At the end of the war, colonists demanded the return of their property, including slaves, although the British helped many (about 4,000 documented cases) leave the country.
One, Thomas Peters, had run away from slavery in North Carolina to join the British after hearing Dunmore’s proclamation.
He fought throughout the war and at the end, was taken to Nova Scotia with other Loyalists and African Americans who fought for the British.
The British gave the blacks land that could not be farmed and denied them the same freedoms as their white counterparts.
Crispus Attucks, a tradesman of African and Wapanoag descent, was among the first casualties of the Boston Massacre on March 5, 1770, which foreshadowed the Revolutionary War.

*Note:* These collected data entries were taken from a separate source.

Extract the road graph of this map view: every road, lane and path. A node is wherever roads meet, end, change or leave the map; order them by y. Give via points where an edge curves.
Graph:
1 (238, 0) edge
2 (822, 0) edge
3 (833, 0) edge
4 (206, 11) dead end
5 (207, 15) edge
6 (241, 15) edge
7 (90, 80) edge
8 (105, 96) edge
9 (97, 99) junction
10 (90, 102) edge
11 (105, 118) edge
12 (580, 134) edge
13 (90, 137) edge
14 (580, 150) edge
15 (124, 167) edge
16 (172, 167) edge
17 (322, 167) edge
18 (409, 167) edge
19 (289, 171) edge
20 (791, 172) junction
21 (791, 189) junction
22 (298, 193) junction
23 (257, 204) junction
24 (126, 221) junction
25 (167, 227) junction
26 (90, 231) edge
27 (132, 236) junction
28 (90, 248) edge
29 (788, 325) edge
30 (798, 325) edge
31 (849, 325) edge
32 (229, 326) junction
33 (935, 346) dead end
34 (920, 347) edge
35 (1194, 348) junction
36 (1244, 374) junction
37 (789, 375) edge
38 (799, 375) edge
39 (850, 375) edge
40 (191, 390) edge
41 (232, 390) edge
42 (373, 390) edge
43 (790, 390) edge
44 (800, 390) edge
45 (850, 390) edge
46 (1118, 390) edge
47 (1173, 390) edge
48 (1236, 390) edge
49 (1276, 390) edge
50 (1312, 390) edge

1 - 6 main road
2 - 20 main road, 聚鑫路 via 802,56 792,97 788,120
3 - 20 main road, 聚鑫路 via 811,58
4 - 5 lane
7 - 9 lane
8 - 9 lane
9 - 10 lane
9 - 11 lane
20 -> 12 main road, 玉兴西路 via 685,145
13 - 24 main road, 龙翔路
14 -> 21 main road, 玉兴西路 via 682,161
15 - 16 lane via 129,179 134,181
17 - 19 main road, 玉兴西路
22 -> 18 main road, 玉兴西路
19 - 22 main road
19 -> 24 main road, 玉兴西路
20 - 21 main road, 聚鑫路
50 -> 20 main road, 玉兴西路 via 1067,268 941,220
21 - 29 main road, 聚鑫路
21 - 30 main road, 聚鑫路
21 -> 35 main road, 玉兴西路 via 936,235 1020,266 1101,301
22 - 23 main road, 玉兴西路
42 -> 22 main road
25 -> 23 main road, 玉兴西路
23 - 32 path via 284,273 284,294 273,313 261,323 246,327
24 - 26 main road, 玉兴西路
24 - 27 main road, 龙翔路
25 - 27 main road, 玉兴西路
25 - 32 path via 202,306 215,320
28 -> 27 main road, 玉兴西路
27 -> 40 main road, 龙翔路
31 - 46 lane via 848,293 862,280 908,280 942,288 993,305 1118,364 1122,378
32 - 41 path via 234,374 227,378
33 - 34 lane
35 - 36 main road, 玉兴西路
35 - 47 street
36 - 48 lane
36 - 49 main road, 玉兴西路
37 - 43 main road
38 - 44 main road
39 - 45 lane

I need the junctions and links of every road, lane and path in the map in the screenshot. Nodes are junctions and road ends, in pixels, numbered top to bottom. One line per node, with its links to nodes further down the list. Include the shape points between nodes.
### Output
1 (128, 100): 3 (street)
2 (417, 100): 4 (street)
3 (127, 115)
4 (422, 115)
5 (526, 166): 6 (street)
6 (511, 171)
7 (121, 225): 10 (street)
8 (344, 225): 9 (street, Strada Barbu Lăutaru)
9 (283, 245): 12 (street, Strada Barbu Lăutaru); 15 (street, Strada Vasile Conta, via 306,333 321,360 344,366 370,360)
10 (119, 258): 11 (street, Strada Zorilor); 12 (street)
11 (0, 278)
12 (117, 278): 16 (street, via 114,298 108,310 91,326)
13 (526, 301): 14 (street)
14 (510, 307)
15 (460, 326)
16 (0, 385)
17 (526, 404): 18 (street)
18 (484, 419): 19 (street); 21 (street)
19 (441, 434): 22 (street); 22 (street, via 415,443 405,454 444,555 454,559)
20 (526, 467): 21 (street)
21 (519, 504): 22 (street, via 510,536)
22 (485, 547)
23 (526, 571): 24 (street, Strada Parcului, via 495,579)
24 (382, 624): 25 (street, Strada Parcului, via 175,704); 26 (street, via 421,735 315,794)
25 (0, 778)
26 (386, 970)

Attucks and four others killed during the Massacre were all hailed as heroes and buried in Boston’s Granary Burying Ground, which contains the graves of other notables, including John Hancock, a signer of the Declaration of Independence.Blacks Patriots fought in the Revolutionary War alongside their white neighbors, about 5,000 total, including Prince Hall, who hoped to improve their white’s perception of their capabilities.When George Washington took command of the Continental Army in 1775, he recommended to the Continental Congress, which agreed, that freed African Americans should no longer be recruited into the army.The black press was instrumental in documenting black history and giving voice to blacks, who were, at best, ignored in the larger press. Established in 1827 by two freed black men in New York, Presbyterian minister Samuel Cornish and John B.Russwurm—the first black man to graduate from college—the paper reported on current events and contained editorials against slavery, lynchings, and other injustices.Many states already barred blacks, Native Americans, and other groups from joining their militias since it implied their inclusion as citizens in the young nation; a militia represented “the people in arms” and conferred the right to bear arms and receive military training.Freed blacks who were already in the army were allowed to continue fighting; some African Americans, like Agrippa Hull, fought in the war for over six years.In response, they formed their own society, culture, and religious practices as best they could.Some slaves ran away or organized rebellions, most of which were brutally put down.By November 1777, the manpower required to continue the war forced a reversal in the policy of exclusion and the Congress authorized the enlistment of any Negro, the term used at the time, be he free or slave. Free men of color were accepted if they had prior military experience (January 1776) and later (January 1777) recruitment was extended to all free blacks.Among Southern states, only Maryland permitted black troops to serve, so the story of black troops in the Continental Army was that of northern blacks almost exclusively.